Implicit Global Grid

We can thus replicate a local problem multiple times in each dimension of the Cartesian space to obtain a global grid, which is therefore defined implicitly. Local problems define each others local boundary conditions by exchanging internal boundary values using intra-node communication (e.g., message passing interface - MPI), as depicted on the figure hereafter:

IGG

Distributing computations - challenges

Many things could potentially go wrong in distributed computing. However, the ultimate goal (at least for us) is to keep up with parallel efficiency.

The parallel efficiency defines as the speed-up divided by the number of processors. The speed-up defines as the execution time using an increasing number of processors normalised by the single processor execution time. We will use the parallel efficiency in a weak scaling configuration.

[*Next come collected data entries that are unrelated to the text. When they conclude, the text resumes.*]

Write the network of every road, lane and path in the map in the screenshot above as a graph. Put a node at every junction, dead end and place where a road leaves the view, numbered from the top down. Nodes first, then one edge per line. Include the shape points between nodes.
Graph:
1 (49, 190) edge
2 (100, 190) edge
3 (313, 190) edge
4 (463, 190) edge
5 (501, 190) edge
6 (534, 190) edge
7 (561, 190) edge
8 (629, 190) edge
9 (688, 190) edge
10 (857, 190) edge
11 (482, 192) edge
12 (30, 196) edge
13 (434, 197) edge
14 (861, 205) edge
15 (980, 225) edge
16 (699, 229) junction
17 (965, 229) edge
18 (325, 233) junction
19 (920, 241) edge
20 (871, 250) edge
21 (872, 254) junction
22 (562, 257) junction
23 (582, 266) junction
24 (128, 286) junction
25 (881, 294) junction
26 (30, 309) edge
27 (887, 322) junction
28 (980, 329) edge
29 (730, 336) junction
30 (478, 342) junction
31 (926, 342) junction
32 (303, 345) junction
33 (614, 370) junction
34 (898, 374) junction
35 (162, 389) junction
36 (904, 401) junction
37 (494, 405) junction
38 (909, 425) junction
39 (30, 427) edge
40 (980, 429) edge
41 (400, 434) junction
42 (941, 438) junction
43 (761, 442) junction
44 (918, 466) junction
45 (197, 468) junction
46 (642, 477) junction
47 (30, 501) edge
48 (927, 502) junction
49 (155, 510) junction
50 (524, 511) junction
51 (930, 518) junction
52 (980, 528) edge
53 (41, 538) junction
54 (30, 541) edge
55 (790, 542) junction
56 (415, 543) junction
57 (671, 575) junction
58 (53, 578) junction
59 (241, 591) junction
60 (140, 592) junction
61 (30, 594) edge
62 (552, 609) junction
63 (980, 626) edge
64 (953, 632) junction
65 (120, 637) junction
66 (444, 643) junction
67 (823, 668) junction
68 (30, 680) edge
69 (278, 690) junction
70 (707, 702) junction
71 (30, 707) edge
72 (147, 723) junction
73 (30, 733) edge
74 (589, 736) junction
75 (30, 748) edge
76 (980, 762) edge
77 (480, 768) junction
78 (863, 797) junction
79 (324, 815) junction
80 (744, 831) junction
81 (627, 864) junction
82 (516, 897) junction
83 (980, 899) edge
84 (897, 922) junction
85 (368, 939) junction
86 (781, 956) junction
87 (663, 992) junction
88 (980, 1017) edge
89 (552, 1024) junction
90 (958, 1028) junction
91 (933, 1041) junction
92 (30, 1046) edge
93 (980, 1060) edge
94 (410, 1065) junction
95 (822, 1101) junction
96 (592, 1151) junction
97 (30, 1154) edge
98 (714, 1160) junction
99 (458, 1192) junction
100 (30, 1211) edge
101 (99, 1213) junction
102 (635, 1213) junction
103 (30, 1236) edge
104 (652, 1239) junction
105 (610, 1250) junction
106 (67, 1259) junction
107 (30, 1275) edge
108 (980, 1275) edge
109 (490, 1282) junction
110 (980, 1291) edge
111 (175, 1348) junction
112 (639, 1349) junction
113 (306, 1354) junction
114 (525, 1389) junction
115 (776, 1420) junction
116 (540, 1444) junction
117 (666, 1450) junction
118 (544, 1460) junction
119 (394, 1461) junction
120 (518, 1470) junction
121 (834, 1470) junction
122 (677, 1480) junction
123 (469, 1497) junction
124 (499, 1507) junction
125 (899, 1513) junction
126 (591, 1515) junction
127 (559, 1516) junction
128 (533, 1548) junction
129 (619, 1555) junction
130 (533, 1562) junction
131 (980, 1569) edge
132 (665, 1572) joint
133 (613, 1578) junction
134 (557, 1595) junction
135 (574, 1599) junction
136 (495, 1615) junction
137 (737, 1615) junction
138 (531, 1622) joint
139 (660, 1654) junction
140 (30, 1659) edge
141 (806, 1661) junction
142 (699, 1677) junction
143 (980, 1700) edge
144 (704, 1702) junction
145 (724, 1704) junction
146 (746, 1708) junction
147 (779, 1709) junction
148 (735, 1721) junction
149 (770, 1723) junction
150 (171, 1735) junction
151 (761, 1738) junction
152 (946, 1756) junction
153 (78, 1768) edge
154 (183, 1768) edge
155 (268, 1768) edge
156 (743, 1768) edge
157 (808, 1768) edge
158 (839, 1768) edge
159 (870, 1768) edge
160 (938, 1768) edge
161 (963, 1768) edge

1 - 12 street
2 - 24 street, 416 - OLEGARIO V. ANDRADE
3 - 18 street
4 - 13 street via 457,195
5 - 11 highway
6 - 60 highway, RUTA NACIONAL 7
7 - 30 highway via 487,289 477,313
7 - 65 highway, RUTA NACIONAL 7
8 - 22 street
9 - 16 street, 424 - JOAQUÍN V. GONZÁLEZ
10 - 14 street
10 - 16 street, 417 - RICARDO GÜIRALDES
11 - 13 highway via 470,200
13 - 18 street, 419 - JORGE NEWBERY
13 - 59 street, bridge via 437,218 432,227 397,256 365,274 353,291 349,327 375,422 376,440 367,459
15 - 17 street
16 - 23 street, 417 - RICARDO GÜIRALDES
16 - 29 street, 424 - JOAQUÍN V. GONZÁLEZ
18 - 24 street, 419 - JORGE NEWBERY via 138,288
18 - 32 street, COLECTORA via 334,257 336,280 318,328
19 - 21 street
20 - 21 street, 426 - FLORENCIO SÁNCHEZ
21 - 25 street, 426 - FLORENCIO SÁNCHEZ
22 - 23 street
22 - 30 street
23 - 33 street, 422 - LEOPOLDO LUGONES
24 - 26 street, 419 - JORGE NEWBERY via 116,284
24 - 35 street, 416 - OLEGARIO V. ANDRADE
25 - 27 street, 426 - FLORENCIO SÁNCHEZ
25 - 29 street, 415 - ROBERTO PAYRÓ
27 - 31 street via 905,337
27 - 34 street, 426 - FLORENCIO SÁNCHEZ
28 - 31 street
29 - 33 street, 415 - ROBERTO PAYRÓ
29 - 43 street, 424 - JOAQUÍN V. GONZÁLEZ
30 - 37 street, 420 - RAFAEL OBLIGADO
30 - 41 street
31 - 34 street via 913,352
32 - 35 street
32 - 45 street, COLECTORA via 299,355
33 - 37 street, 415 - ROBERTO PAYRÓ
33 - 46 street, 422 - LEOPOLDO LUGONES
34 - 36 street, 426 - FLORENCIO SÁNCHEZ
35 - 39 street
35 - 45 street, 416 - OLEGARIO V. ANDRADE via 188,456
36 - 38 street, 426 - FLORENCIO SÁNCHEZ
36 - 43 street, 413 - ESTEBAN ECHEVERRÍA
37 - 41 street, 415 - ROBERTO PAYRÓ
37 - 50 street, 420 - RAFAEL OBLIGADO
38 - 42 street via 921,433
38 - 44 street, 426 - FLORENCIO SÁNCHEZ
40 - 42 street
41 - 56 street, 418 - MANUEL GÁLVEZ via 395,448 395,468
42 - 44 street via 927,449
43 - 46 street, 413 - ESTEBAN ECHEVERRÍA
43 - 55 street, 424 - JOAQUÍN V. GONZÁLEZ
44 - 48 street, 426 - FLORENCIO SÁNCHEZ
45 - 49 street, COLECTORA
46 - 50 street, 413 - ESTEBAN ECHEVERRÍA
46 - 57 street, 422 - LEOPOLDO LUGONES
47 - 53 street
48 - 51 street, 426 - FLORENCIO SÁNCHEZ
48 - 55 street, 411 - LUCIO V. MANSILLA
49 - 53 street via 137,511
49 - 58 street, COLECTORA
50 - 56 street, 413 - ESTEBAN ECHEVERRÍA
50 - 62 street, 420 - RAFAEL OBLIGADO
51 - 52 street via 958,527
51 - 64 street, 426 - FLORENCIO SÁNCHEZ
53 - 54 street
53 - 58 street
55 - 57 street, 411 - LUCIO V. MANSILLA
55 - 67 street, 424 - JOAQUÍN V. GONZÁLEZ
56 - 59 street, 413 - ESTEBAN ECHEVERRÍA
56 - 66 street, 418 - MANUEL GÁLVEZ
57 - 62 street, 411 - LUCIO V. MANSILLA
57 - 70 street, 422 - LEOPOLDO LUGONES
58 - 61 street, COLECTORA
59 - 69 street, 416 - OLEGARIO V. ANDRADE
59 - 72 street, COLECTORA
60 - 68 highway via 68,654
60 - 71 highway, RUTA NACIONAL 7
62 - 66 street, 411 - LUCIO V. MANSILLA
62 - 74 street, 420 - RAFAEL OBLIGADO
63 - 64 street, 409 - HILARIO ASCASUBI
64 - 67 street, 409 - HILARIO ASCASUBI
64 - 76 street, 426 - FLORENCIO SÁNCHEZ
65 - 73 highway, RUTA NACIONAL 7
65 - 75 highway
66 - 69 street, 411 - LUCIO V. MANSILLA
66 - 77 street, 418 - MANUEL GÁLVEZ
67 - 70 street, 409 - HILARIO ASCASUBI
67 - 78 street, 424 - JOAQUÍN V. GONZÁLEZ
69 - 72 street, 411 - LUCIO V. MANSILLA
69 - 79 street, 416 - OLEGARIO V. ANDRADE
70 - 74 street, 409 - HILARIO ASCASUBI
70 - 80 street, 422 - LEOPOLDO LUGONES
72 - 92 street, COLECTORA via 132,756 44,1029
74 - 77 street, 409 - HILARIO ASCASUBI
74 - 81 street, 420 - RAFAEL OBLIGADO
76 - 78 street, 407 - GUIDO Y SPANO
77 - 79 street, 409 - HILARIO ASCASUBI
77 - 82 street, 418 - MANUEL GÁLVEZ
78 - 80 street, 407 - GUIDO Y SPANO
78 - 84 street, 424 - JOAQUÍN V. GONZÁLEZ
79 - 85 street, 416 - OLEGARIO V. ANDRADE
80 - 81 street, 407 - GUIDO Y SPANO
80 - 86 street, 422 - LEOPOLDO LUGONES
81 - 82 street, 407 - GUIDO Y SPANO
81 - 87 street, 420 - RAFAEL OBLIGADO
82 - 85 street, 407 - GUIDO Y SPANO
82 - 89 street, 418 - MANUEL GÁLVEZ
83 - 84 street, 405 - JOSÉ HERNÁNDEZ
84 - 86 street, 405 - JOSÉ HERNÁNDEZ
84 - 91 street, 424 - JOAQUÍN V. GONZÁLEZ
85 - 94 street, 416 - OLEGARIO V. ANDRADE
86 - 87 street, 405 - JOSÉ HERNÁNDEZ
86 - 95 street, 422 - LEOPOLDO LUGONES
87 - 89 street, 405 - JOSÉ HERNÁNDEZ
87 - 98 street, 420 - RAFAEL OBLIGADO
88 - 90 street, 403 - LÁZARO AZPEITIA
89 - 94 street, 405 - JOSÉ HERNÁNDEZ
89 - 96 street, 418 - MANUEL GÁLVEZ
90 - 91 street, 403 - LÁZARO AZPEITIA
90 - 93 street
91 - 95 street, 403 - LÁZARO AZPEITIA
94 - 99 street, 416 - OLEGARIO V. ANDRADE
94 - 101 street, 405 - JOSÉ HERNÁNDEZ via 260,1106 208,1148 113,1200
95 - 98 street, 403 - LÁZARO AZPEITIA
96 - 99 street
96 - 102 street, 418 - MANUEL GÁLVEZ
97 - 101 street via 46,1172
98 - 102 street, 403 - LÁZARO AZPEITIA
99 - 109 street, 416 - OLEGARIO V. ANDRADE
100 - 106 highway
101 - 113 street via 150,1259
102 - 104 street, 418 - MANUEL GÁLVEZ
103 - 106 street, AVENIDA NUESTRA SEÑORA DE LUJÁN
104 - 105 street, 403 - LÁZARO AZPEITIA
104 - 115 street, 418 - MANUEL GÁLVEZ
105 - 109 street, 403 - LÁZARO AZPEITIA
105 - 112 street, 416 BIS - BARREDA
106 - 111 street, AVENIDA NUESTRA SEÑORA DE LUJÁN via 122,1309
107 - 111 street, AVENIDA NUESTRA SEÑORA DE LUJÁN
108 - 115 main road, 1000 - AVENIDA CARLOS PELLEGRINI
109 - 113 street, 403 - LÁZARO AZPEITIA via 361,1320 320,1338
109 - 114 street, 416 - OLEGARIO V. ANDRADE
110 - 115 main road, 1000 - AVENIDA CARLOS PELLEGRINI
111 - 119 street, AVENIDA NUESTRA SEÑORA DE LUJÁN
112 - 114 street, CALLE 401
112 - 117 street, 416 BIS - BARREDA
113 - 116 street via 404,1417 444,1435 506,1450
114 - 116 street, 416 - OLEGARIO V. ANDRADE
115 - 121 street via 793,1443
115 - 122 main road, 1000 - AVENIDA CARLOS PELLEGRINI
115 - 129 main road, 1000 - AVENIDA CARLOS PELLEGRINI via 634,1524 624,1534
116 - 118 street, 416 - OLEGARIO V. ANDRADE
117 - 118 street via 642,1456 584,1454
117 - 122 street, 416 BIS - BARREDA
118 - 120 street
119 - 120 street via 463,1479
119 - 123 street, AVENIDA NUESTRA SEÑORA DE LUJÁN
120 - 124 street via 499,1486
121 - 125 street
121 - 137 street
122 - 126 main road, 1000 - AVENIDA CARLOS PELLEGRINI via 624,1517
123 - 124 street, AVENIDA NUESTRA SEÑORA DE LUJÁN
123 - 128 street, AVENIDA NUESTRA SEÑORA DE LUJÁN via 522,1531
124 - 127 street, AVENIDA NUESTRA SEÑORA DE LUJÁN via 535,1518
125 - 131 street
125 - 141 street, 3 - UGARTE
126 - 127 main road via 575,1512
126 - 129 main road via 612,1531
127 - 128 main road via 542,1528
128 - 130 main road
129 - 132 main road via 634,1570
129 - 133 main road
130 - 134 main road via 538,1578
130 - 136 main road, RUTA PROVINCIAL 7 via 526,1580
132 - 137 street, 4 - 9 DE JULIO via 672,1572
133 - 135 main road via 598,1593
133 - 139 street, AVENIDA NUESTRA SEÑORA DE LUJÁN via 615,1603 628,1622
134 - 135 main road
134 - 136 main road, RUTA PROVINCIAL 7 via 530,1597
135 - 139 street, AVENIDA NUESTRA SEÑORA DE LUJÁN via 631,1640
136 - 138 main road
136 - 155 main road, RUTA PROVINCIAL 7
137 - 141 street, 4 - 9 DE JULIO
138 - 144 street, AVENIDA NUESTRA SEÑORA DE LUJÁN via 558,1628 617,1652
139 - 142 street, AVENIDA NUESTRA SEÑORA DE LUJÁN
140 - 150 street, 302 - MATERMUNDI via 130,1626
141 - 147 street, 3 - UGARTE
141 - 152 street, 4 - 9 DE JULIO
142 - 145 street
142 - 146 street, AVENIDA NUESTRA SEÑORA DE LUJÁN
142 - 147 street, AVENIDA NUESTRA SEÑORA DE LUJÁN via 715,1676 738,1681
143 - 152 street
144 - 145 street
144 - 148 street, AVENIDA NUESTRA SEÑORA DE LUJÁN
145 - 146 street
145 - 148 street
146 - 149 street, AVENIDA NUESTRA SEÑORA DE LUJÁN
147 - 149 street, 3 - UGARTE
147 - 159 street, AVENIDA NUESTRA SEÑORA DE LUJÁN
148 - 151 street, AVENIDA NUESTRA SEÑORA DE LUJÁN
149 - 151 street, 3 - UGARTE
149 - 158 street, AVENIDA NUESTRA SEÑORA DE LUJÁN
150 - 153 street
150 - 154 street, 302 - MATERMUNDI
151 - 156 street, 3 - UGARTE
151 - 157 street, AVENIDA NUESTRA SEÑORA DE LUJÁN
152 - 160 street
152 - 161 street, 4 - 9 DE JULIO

Ideally, the parallel efficiency should stay close to 1 while increasing the number of computing resources proportionally with the global problem size (i.e. keeping the constant local problem sizes), meaning no time is lost (no overhead) in due to, e.g., inter-process communication, network congestion, congestion of shared filesystem, etc... as shown in the figure hereafter:

Parallel scaling


Let's get started

we will explore distributed computing with Julia's MPI wrapper MPI.jl. This will enable our codes to run on multiple CPUs and GPUs in order to scale on modern multi-CPU/GPU nodes, clusters and supercomputers. In the proposed approach, each MPI process handles one CPU or GPU.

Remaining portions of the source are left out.